■ EXERCISE DESCRIPTION:
What lines of the listing below contain the word "Fielbrook"? Copy each of them out.

■ DATA IN THIS EXERCISE:
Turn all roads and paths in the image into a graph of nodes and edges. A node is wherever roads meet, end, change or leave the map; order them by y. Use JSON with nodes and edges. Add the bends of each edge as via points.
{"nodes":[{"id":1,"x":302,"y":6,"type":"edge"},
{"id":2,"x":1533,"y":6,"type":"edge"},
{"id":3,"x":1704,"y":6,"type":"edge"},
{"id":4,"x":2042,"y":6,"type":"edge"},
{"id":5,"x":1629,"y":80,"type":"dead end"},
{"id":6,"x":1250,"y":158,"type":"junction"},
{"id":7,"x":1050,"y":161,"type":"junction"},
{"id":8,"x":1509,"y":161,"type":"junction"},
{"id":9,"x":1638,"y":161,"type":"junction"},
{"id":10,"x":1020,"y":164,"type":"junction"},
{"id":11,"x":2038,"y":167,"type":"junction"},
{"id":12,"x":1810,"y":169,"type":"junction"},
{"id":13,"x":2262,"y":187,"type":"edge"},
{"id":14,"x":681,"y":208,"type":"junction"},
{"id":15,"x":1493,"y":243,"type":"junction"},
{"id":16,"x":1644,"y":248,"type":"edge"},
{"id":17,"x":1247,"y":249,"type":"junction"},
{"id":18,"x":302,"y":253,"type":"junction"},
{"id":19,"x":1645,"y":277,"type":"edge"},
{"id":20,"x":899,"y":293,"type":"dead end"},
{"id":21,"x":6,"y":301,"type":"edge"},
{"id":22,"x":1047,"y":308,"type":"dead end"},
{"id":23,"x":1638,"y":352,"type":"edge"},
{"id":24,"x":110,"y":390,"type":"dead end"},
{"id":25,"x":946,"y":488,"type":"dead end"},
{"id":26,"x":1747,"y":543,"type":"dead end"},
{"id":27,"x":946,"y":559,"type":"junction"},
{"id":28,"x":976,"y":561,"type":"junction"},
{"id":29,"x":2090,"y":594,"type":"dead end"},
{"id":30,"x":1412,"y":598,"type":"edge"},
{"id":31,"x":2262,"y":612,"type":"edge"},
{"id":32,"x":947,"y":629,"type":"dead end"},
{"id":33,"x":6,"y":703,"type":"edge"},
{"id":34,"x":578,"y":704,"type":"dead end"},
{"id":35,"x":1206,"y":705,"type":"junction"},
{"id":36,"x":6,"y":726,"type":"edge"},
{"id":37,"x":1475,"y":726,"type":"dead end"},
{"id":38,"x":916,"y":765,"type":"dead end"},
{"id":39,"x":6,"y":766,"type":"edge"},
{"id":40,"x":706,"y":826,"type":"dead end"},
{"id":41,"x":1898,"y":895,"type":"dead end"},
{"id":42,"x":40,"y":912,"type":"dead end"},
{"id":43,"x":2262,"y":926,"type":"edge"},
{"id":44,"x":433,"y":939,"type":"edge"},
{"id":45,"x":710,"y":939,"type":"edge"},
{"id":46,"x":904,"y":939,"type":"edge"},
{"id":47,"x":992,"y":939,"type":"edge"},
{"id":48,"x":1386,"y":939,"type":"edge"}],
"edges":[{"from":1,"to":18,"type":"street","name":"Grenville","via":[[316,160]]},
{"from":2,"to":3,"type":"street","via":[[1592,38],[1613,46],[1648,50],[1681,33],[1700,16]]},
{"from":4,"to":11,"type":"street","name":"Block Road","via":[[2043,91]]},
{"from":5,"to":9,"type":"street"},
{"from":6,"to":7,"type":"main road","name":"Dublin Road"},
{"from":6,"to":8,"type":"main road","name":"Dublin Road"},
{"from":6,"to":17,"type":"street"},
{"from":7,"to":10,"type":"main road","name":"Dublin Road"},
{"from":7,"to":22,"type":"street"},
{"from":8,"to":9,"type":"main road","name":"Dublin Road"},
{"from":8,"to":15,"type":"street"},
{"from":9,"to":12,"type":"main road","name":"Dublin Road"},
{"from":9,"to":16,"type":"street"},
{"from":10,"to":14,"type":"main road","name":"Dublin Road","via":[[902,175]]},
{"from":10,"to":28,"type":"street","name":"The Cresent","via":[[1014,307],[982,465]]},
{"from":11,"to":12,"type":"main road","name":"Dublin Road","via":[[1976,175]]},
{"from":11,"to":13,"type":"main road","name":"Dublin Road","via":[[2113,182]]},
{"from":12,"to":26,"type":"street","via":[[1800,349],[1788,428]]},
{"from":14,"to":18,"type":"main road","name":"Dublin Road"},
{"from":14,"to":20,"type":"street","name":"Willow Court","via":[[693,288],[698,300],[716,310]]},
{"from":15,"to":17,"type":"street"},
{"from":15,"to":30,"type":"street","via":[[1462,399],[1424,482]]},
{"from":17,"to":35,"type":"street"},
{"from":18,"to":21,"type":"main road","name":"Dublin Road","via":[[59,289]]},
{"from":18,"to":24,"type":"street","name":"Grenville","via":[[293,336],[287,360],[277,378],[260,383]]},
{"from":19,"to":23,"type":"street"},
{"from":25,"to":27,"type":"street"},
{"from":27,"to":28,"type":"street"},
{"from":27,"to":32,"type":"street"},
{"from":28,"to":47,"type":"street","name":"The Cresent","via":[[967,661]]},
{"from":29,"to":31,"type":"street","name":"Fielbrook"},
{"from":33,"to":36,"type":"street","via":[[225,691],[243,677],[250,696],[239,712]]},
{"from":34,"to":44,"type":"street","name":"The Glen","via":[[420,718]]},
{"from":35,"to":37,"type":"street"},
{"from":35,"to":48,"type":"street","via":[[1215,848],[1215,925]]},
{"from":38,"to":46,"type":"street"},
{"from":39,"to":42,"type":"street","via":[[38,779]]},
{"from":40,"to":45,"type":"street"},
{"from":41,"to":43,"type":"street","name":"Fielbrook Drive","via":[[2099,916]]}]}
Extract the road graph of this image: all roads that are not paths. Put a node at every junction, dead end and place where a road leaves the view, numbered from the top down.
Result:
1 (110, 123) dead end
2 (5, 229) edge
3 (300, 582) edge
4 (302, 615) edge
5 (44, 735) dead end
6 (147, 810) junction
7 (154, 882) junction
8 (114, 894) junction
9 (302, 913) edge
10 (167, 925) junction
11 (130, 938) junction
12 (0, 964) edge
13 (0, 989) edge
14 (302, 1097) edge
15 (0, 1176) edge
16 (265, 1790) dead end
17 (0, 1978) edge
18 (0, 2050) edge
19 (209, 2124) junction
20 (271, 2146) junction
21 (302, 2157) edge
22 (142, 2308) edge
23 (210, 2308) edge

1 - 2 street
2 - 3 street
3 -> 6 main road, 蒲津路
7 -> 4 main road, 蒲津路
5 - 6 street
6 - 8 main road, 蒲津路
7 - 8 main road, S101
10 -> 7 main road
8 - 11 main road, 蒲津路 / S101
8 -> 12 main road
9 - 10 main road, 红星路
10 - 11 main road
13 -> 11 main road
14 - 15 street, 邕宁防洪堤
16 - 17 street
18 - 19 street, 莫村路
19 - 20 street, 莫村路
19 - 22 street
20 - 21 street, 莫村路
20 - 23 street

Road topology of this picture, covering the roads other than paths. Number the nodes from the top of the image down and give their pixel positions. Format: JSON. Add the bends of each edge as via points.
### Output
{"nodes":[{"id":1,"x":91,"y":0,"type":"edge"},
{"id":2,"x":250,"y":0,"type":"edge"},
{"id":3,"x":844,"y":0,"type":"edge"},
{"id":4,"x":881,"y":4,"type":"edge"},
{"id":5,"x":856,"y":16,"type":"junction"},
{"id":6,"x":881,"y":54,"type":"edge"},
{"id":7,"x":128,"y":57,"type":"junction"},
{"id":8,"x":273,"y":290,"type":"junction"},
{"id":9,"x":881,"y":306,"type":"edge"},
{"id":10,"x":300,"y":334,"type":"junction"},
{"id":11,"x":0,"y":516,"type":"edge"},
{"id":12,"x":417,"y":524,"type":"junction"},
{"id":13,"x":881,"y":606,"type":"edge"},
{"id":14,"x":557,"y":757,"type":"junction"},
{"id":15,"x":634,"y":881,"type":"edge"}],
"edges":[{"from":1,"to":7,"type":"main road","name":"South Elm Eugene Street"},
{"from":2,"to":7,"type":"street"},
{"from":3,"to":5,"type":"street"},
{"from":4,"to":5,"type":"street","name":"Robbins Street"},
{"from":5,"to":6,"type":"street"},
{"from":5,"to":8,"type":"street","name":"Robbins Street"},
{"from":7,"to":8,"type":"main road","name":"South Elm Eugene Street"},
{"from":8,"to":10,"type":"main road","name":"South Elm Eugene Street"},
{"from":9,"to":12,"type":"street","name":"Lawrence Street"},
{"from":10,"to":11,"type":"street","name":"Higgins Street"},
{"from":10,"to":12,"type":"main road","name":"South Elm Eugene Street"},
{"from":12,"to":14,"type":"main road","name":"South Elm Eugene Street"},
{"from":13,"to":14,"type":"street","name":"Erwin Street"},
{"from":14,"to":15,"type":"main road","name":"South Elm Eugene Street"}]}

■ RESPONSE:
{"from":29,"to":31,"type":"street","name":"Fielbrook"},
{"from":41,"to":43,"type":"street","name":"Fielbrook Drive","via":[[2099,916]]}]}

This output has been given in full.